Line by line, copy the material below exactly.

════════════════

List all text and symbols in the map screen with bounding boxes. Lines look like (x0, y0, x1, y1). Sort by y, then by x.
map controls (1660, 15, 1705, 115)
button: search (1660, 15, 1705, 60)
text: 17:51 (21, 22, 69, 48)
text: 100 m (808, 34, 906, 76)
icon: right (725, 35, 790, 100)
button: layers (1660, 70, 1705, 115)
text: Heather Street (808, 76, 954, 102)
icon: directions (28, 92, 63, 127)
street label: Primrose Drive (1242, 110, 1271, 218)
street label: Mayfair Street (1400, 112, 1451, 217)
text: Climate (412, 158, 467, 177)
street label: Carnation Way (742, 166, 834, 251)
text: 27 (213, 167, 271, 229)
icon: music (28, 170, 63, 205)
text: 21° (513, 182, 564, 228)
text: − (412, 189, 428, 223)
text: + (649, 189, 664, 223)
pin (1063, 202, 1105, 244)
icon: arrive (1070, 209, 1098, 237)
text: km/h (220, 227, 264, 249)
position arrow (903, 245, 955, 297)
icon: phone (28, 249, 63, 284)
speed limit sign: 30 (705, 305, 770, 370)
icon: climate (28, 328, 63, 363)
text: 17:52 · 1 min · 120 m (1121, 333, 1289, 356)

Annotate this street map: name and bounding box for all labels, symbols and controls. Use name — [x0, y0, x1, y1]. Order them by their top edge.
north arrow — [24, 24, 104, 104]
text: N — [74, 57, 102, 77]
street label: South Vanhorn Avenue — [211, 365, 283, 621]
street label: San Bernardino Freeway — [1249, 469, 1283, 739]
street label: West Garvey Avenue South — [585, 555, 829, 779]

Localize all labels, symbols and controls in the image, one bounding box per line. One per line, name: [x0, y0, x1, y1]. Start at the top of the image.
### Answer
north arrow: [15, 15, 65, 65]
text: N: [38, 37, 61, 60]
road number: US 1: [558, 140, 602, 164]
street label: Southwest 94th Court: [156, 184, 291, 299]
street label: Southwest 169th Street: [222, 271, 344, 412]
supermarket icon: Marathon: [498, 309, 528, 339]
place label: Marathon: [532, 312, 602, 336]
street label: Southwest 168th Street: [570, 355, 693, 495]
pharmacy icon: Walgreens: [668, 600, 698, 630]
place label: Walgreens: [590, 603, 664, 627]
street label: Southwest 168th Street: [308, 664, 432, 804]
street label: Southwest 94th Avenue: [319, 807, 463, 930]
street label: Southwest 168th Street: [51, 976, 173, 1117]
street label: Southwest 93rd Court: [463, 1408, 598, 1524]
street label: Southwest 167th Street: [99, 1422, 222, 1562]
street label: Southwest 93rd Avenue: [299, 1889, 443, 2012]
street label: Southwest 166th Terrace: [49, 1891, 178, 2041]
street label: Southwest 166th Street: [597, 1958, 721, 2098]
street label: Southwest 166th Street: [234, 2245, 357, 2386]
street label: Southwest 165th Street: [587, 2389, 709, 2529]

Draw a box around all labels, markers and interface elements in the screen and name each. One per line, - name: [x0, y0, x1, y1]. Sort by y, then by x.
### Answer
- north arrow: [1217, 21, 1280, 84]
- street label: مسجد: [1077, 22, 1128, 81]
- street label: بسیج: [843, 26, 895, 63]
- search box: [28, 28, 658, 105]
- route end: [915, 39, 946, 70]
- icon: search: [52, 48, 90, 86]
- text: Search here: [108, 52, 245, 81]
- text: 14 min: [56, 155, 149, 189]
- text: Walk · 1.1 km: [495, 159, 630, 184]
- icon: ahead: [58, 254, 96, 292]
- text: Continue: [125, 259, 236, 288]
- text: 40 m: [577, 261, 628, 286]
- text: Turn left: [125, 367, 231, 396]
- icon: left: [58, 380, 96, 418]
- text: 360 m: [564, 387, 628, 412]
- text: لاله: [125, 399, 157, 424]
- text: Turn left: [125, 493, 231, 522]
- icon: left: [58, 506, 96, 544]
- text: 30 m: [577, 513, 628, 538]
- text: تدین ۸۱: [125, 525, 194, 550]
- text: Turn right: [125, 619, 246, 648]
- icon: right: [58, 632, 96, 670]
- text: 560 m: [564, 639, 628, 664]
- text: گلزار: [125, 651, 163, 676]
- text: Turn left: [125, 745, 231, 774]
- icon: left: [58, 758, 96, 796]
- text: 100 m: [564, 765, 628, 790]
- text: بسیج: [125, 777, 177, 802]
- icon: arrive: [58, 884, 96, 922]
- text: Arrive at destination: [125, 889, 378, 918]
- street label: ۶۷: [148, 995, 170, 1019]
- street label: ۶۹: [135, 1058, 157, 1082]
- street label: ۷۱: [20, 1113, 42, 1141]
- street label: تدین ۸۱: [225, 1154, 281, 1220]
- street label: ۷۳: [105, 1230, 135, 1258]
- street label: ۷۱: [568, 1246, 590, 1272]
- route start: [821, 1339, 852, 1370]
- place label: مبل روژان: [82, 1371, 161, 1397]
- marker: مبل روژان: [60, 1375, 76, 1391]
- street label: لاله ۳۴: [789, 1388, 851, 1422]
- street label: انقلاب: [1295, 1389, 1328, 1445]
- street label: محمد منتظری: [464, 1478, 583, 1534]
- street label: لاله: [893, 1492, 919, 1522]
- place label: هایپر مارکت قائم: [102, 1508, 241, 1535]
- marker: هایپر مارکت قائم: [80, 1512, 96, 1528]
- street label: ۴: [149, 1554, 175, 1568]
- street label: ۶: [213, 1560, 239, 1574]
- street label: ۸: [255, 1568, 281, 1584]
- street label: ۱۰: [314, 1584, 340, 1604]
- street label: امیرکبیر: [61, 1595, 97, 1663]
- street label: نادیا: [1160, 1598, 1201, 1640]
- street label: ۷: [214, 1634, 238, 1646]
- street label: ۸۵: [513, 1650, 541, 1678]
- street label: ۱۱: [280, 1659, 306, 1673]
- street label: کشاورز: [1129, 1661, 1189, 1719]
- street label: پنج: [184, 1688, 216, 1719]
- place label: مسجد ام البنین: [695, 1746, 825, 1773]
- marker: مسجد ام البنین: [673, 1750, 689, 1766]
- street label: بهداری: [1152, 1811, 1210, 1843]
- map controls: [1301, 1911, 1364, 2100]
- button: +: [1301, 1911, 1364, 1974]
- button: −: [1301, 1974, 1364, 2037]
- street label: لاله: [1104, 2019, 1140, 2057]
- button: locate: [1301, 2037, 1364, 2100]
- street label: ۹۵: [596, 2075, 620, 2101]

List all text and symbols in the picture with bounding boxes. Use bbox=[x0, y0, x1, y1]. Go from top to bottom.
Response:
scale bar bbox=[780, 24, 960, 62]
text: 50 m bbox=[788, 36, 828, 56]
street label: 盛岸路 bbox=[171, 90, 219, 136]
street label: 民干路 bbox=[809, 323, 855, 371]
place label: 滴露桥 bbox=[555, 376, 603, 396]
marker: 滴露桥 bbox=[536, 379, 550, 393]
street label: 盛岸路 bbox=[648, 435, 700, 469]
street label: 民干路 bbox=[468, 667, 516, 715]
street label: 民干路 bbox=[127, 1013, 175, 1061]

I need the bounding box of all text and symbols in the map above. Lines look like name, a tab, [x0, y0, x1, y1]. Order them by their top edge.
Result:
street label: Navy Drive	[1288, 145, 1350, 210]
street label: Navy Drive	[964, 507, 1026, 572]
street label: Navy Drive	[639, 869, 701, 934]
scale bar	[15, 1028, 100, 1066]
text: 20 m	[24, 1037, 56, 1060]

════════════════

### WRITTEN RESPONSE:
List all text and symbols in the map screen with bounding boxes. Lines look like (x0, y0, x1, y1). Sort by y, then by x.
map controls (1660, 15, 1705, 115)
button: search (1660, 15, 1705, 60)
text: 17:51 (21, 22, 69, 48)
text: 100 m (808, 34, 906, 76)
icon: right (725, 35, 790, 100)
button: layers (1660, 70, 1705, 115)
text: Heather Street (808, 76, 954, 102)
icon: directions (28, 92, 63, 127)
street label: Primrose Drive (1242, 110, 1271, 218)
street label: Mayfair Street (1400, 112, 1451, 217)
text: Climate (412, 158, 467, 177)
street label: Carnation Way (742, 166, 834, 251)
text: 27 (213, 167, 271, 229)
icon: music (28, 170, 63, 205)
text: 21° (513, 182, 564, 228)
text: − (412, 189, 428, 223)
text: + (649, 189, 664, 223)
pin (1063, 202, 1105, 244)
icon: arrive (1070, 209, 1098, 237)
text: km/h (220, 227, 264, 249)
position arrow (903, 245, 955, 297)
icon: phone (28, 249, 63, 284)
speed limit sign: 30 (705, 305, 770, 370)
icon: climate (28, 328, 63, 363)
text: 17:52 · 1 min · 120 m (1121, 333, 1289, 356)

Annotate this street map: name and bounding box for all labels, symbols and controls. Use name — [x0, y0, x1, y1]. Order them by their top edge.
north arrow — [24, 24, 104, 104]
text: N — [74, 57, 102, 77]
street label: South Vanhorn Avenue — [211, 365, 283, 621]
street label: San Bernardino Freeway — [1249, 469, 1283, 739]
street label: West Garvey Avenue South — [585, 555, 829, 779]

Localize all labels, symbols and controls in the image, one bounding box per line. One per line, name: [x0, y0, x1, y1]. Start at the top of the image.
### Answer
north arrow: [15, 15, 65, 65]
text: N: [38, 37, 61, 60]
road number: US 1: [558, 140, 602, 164]
street label: Southwest 94th Court: [156, 184, 291, 299]
street label: Southwest 169th Street: [222, 271, 344, 412]
supermarket icon: Marathon: [498, 309, 528, 339]
place label: Marathon: [532, 312, 602, 336]
street label: Southwest 168th Street: [570, 355, 693, 495]
pharmacy icon: Walgreens: [668, 600, 698, 630]
place label: Walgreens: [590, 603, 664, 627]
street label: Southwest 168th Street: [308, 664, 432, 804]
street label: Southwest 94th Avenue: [319, 807, 463, 930]
street label: Southwest 168th Street: [51, 976, 173, 1117]
street label: Southwest 93rd Court: [463, 1408, 598, 1524]
street label: Southwest 167th Street: [99, 1422, 222, 1562]
street label: Southwest 93rd Avenue: [299, 1889, 443, 2012]
street label: Southwest 166th Terrace: [49, 1891, 178, 2041]
street label: Southwest 166th Street: [597, 1958, 721, 2098]
street label: Southwest 166th Street: [234, 2245, 357, 2386]
street label: Southwest 165th Street: [587, 2389, 709, 2529]

Draw a box around all labels, markers and interface elements in the screen and name each. One per line, - name: [x0, y0, x1, y1]. Sort by y, then by x.
### Answer
- north arrow: [1217, 21, 1280, 84]
- street label: مسجد: [1077, 22, 1128, 81]
- street label: بسیج: [843, 26, 895, 63]
- search box: [28, 28, 658, 105]
- route end: [915, 39, 946, 70]
- icon: search: [52, 48, 90, 86]
- text: Search here: [108, 52, 245, 81]
- text: 14 min: [56, 155, 149, 189]
- text: Walk · 1.1 km: [495, 159, 630, 184]
- icon: ahead: [58, 254, 96, 292]
- text: Continue: [125, 259, 236, 288]
- text: 40 m: [577, 261, 628, 286]
- text: Turn left: [125, 367, 231, 396]
- icon: left: [58, 380, 96, 418]
- text: 360 m: [564, 387, 628, 412]
- text: لاله: [125, 399, 157, 424]
- text: Turn left: [125, 493, 231, 522]
- icon: left: [58, 506, 96, 544]
- text: 30 m: [577, 513, 628, 538]
- text: تدین ۸۱: [125, 525, 194, 550]
- text: Turn right: [125, 619, 246, 648]
- icon: right: [58, 632, 96, 670]
- text: 560 m: [564, 639, 628, 664]
- text: گلزار: [125, 651, 163, 676]
- text: Turn left: [125, 745, 231, 774]
- icon: left: [58, 758, 96, 796]
- text: 100 m: [564, 765, 628, 790]
- text: بسیج: [125, 777, 177, 802]
- icon: arrive: [58, 884, 96, 922]
- text: Arrive at destination: [125, 889, 378, 918]
- street label: ۶۷: [148, 995, 170, 1019]
- street label: ۶۹: [135, 1058, 157, 1082]
- street label: ۷۱: [20, 1113, 42, 1141]
- street label: تدین ۸۱: [225, 1154, 281, 1220]
- street label: ۷۳: [105, 1230, 135, 1258]
- street label: ۷۱: [568, 1246, 590, 1272]
- route start: [821, 1339, 852, 1370]
- place label: مبل روژان: [82, 1371, 161, 1397]
- marker: مبل روژان: [60, 1375, 76, 1391]
- street label: لاله ۳۴: [789, 1388, 851, 1422]
- street label: انقلاب: [1295, 1389, 1328, 1445]
- street label: محمد منتظری: [464, 1478, 583, 1534]
- street label: لاله: [893, 1492, 919, 1522]
- place label: هایپر مارکت قائم: [102, 1508, 241, 1535]
- marker: هایپر مارکت قائم: [80, 1512, 96, 1528]
- street label: ۴: [149, 1554, 175, 1568]
- street label: ۶: [213, 1560, 239, 1574]
- street label: ۸: [255, 1568, 281, 1584]
- street label: ۱۰: [314, 1584, 340, 1604]
- street label: امیرکبیر: [61, 1595, 97, 1663]
- street label: نادیا: [1160, 1598, 1201, 1640]
- street label: ۷: [214, 1634, 238, 1646]
- street label: ۸۵: [513, 1650, 541, 1678]
- street label: ۱۱: [280, 1659, 306, 1673]
- street label: کشاورز: [1129, 1661, 1189, 1719]
- street label: پنج: [184, 1688, 216, 1719]
- place label: مسجد ام البنین: [695, 1746, 825, 1773]
- marker: مسجد ام البنین: [673, 1750, 689, 1766]
- street label: بهداری: [1152, 1811, 1210, 1843]
- map controls: [1301, 1911, 1364, 2100]
- button: +: [1301, 1911, 1364, 1974]
- button: −: [1301, 1974, 1364, 2037]
- street label: لاله: [1104, 2019, 1140, 2057]
- button: locate: [1301, 2037, 1364, 2100]
- street label: ۹۵: [596, 2075, 620, 2101]

List all text and symbols in the picture with bounding boxes. Use bbox=[x0, y0, x1, y1]. Go from top to bottom.
Response:
scale bar bbox=[780, 24, 960, 62]
text: 50 m bbox=[788, 36, 828, 56]
street label: 盛岸路 bbox=[171, 90, 219, 136]
street label: 民干路 bbox=[809, 323, 855, 371]
place label: 滴露桥 bbox=[555, 376, 603, 396]
marker: 滴露桥 bbox=[536, 379, 550, 393]
street label: 盛岸路 bbox=[648, 435, 700, 469]
street label: 民干路 bbox=[468, 667, 516, 715]
street label: 民干路 bbox=[127, 1013, 175, 1061]

I need the bounding box of all text and symbols in the map above. Lines look like name, a tab, [x0, y0, x1, y1]. Order them by their top edge.
Result:
street label: Navy Drive	[1288, 145, 1350, 210]
street label: Navy Drive	[964, 507, 1026, 572]
street label: Navy Drive	[639, 869, 701, 934]
scale bar	[15, 1028, 100, 1066]
text: 20 m	[24, 1037, 56, 1060]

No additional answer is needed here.